PHOTO COURTESY OF GARRY KESSLER
The male Baltimore oriole
July 6, 2018, Page A6
By Annie Reid
Westborough Community Land Trust
Baltimore orioles make hanging nests
Every year, the spring migration brings us a colorful, musical gift from the tropics, although you wouldn’t guess this bird’s tropical origins from its name – Baltimore oriole.
That flash of bright orange that catches your eye as a bird flies into a tree or moves through the foliage is probably a Baltimore oriole (Icterus galbula). The males are especially colorful in orange and black. Females and juvenal birds stand out less in yellow and brown.
These birds got the name Baltimore almost 300 years ago (in 1731) when a naturalist named them for the orange and black colors of the Baltimore family of England, which founded the colony of Maryland in the 1600s. Not surprisingly, the Baltimore oriole is the state bird of Maryland, and let’s not forget the Baltimore Orioles baseball team. A beautiful orange and black butterfly, the Baltimore checkerspot (Euphydryas phaeton), is also named for the colors of the Baltimore family and is Maryland’s state butterfly. In the recent past, the bird had another name that doesn’t suggest its tropical origins – Northern oriole. You might still find it listed that way in some field guides and articles.
PHOTO COURTESY OF GARRY KESSLER
The female Baltimore oriole
Baltimore orioles often reveal their presence by their song. Males whistle a varied song and use it to proclaim their territory, especially to rival males. Males in neighboring territories often sing back and forth, so you might hear oriole songs coming from different directions. Females also sing, but less frequently, and typically use a shorter, simpler song. (To hear a Baltimore oriole: https://www.allaboutbirds.org/guide/Baltimore_Oriole/sounds/)
Keep your eyes and ears open for Baltimore orioles along woodland edges, especially near water. Then look for their distinctive hanging nests, which are especially noticeable once the leaves are down. This summer, you might spot oriole nests in areas where gypsy moth caterpillars have eaten away much of the foliage.

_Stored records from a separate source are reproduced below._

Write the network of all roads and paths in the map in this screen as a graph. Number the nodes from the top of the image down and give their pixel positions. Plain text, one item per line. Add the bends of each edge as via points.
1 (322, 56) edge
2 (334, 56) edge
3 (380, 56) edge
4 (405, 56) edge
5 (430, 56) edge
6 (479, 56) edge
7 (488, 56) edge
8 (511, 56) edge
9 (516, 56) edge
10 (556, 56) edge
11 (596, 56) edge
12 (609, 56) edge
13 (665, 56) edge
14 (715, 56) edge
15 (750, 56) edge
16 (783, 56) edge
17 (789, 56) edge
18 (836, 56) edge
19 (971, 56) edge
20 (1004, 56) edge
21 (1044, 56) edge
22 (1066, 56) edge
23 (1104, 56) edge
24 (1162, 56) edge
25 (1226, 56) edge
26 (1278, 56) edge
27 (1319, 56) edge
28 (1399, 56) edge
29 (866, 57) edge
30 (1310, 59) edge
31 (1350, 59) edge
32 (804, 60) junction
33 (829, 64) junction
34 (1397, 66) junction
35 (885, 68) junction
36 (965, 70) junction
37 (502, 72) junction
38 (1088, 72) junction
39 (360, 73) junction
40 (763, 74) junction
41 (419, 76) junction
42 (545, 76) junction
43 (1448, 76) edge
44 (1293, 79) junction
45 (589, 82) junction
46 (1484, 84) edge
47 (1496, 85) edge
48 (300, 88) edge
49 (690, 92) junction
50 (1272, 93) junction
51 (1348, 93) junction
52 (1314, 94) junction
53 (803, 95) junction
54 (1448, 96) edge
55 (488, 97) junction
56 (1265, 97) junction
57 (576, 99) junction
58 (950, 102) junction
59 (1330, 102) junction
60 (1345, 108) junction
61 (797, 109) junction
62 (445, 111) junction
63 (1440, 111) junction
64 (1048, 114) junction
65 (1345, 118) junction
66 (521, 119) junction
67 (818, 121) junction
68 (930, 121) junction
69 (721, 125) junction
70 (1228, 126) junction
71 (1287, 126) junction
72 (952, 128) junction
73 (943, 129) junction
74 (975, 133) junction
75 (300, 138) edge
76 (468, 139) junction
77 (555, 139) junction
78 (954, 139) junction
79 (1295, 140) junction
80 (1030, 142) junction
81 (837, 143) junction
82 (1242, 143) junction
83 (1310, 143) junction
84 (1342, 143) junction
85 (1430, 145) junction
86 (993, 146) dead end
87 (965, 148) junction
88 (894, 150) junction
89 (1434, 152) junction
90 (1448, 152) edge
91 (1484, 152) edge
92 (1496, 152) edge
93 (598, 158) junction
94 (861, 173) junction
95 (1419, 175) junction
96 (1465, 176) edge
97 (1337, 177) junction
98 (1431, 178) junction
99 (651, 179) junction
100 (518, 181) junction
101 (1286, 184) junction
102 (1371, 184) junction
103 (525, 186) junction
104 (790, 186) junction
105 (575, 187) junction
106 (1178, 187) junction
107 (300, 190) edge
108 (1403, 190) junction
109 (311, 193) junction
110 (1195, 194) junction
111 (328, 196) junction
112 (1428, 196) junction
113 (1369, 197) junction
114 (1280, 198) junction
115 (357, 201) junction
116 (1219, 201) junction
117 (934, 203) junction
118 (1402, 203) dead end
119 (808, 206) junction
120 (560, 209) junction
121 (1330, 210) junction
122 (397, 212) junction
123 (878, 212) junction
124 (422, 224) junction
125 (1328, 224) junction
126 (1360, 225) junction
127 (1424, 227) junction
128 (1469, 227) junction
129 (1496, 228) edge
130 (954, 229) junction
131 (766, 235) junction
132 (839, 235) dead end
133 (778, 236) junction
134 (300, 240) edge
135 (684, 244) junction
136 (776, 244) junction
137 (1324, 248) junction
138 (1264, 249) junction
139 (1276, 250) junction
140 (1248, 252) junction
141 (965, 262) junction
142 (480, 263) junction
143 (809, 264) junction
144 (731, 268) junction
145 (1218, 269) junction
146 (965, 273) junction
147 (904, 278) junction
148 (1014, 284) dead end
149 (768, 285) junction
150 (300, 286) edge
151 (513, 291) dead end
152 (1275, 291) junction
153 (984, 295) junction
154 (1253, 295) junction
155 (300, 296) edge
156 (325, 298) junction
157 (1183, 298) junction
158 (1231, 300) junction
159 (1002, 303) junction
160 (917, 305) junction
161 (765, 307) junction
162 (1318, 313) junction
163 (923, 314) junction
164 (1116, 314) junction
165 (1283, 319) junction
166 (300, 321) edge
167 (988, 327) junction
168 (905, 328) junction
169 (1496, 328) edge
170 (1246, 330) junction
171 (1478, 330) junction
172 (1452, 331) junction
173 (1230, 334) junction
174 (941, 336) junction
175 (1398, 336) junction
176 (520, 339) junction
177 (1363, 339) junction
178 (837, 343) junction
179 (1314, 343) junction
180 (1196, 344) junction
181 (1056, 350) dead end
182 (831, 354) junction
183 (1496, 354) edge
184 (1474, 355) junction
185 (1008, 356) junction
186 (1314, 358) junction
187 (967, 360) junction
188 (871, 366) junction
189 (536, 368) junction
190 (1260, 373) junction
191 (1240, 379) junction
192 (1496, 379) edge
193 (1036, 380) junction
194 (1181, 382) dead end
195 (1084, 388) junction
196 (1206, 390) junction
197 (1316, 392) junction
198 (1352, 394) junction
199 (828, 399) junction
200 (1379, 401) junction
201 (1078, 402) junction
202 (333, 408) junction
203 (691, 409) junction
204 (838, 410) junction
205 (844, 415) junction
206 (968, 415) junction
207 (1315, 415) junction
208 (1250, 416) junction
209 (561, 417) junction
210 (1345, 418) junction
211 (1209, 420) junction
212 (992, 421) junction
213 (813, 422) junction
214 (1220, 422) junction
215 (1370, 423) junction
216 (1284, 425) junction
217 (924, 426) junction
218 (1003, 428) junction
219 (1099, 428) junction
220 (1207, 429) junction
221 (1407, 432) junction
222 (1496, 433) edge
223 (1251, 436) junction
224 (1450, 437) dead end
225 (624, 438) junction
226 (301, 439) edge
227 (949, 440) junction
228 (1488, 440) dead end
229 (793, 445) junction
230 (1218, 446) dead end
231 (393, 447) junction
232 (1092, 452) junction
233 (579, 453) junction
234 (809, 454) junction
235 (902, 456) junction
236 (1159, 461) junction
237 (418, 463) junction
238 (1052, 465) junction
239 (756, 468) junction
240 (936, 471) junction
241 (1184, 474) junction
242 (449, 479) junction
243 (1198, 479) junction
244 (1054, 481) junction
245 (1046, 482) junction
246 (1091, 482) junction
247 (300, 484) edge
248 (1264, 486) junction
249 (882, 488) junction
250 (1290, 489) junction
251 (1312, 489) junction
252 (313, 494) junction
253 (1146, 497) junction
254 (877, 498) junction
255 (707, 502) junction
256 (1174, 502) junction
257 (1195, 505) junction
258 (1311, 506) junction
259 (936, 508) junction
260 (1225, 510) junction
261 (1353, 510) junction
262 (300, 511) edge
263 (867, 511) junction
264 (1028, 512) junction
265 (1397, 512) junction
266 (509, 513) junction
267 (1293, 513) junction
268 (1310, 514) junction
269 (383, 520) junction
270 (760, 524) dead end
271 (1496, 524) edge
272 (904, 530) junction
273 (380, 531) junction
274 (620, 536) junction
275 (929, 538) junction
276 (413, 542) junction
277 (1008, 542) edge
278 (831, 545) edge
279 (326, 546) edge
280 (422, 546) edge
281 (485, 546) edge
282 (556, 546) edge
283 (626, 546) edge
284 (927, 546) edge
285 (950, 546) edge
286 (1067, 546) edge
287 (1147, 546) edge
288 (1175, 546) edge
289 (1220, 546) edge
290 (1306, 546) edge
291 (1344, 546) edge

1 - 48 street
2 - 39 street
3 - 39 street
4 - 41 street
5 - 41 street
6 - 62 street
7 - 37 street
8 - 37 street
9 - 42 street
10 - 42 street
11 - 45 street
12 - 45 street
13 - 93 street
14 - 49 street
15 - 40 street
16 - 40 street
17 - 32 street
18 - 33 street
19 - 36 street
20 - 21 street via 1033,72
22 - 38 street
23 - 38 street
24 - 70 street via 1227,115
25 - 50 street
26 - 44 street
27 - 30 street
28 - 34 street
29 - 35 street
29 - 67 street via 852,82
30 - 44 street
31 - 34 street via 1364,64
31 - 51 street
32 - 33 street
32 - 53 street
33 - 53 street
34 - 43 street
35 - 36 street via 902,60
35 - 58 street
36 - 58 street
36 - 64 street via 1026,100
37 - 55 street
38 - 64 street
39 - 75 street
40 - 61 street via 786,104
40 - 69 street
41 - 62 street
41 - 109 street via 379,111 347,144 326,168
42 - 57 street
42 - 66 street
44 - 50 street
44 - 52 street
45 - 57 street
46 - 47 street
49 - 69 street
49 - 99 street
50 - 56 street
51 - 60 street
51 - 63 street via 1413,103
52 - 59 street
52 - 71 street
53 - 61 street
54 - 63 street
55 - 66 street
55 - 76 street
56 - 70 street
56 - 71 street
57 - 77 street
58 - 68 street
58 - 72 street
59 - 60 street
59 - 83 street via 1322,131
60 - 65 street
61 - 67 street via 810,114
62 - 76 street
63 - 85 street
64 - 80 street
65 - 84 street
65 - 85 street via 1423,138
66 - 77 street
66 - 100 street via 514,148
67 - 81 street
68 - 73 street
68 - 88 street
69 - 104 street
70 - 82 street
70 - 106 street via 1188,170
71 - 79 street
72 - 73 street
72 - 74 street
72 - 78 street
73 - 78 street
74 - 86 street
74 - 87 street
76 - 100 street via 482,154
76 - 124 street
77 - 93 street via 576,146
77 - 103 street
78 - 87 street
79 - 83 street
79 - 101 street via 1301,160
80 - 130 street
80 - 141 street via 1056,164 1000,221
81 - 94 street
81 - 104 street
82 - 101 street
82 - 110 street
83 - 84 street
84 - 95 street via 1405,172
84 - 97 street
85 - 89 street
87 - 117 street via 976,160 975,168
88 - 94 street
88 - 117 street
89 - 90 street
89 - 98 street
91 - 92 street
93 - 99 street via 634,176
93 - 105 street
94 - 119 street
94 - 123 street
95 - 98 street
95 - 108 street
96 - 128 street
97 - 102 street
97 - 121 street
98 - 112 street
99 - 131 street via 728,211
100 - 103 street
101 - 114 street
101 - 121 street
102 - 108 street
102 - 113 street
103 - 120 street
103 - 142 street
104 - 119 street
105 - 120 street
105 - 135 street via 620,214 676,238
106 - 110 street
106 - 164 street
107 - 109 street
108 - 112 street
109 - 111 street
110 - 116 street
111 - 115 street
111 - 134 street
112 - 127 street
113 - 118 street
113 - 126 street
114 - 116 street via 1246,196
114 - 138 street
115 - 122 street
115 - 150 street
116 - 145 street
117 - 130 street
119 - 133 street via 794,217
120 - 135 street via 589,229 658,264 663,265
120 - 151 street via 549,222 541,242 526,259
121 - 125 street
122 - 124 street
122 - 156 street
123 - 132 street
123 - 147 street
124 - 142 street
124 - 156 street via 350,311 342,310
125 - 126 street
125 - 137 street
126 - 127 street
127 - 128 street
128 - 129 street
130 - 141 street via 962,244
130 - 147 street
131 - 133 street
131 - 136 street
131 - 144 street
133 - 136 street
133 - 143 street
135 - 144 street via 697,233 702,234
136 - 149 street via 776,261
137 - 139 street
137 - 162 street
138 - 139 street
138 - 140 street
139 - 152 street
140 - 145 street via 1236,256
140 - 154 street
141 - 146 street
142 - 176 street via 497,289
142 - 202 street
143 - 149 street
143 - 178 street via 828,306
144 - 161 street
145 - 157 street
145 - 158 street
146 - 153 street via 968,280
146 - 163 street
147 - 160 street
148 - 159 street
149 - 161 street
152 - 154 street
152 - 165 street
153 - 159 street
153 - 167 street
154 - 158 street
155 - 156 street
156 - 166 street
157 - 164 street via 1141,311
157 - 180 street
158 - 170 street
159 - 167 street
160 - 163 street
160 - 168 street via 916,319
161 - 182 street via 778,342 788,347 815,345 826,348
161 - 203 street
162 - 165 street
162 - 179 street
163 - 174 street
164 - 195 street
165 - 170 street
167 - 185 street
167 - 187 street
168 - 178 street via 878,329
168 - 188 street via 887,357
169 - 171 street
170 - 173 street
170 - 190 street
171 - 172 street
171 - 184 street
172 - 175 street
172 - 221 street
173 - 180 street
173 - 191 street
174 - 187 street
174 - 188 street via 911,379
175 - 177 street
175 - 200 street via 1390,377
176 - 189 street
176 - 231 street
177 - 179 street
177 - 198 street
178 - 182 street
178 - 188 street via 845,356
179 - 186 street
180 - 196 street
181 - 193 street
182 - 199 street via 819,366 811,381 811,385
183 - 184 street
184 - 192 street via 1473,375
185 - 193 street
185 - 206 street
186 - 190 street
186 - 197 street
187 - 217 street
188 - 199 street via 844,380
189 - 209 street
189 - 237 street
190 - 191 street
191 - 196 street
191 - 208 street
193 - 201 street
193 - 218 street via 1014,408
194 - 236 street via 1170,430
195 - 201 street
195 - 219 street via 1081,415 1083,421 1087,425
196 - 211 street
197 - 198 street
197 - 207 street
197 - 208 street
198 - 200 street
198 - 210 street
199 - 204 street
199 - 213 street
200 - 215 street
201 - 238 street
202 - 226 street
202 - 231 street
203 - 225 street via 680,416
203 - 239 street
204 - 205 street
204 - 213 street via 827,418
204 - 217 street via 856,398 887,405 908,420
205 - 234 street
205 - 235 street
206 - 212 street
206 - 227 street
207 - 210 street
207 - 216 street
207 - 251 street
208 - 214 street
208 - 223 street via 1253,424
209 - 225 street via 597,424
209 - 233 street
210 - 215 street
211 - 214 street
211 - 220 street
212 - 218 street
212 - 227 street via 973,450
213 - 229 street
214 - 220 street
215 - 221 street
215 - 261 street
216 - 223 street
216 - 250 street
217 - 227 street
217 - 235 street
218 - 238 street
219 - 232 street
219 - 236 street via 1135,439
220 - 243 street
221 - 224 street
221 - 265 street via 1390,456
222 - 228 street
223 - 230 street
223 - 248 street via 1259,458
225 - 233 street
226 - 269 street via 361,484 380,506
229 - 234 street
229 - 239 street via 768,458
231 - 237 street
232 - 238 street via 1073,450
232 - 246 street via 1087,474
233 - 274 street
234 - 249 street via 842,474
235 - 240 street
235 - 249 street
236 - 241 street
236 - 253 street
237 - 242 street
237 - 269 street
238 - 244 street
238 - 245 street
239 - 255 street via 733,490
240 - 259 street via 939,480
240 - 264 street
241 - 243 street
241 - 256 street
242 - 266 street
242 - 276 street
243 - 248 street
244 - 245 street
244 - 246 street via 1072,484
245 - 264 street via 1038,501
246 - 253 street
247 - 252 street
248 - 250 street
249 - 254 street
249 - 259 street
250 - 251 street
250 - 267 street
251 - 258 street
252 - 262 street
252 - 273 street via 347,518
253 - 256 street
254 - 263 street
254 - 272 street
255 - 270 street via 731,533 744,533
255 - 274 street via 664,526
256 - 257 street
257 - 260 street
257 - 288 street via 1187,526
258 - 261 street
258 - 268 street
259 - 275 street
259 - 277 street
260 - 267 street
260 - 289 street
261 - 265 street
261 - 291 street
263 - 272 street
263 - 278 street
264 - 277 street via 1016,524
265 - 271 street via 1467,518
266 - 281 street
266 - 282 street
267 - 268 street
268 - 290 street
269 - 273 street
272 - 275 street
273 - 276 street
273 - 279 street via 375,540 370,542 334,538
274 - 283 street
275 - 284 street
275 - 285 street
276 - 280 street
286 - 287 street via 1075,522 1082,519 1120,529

What to look for? If you see a brown ball that looks like a coconut hanging from the tip of a drooping tree branch, you’ve probably found an oriole’s nest. Elms, maples, willows, and apples are their trees of choice. The nest is a pouch that hangs down about 8 inches from forked twigs at the end of a thin branch. There it’s well concealed by leaves and difficult for tree-climbing predators such as squirrels or snakes to reach. The entrance hole is at the top.
The female of an oriole pair chooses the nest site, gathers nesting materials such as old milkweed stems and grapevine bark (with a little help from the male), weaves the remarkable nest, and incubates 4-5 eggs. Nests often last throughout our harsh winter and into the spring (but are rarely reused), so if you find a nest you can plan to look for orioles in the vicinity next year.
Why do orioles like to nest near water? Insects, of course. In the breeding season they need protein and eat mainly insects, including tent caterpillars, gypsy moth caterpillars, fall webworms, and other pests. Later on, during migration and in the tropics, they go for fruit and nectar. For this reason, you can sometimes attract orioles by putting out orange halves.
By August our Baltimore orioles will start heading for their tropical wintering grounds in southern Mexico, Central America, and parts of Columbia, Venezuela, and Ecuador. There is some concern about loss of habitat for them in these areas as farmers cut down trees to switch from traditional shade-grown coffee crops to sun-grown coffee.
Enjoy Baltimore orioles this summer, and then prolong the fun by searching for hanging oriole nests in the fall and winter.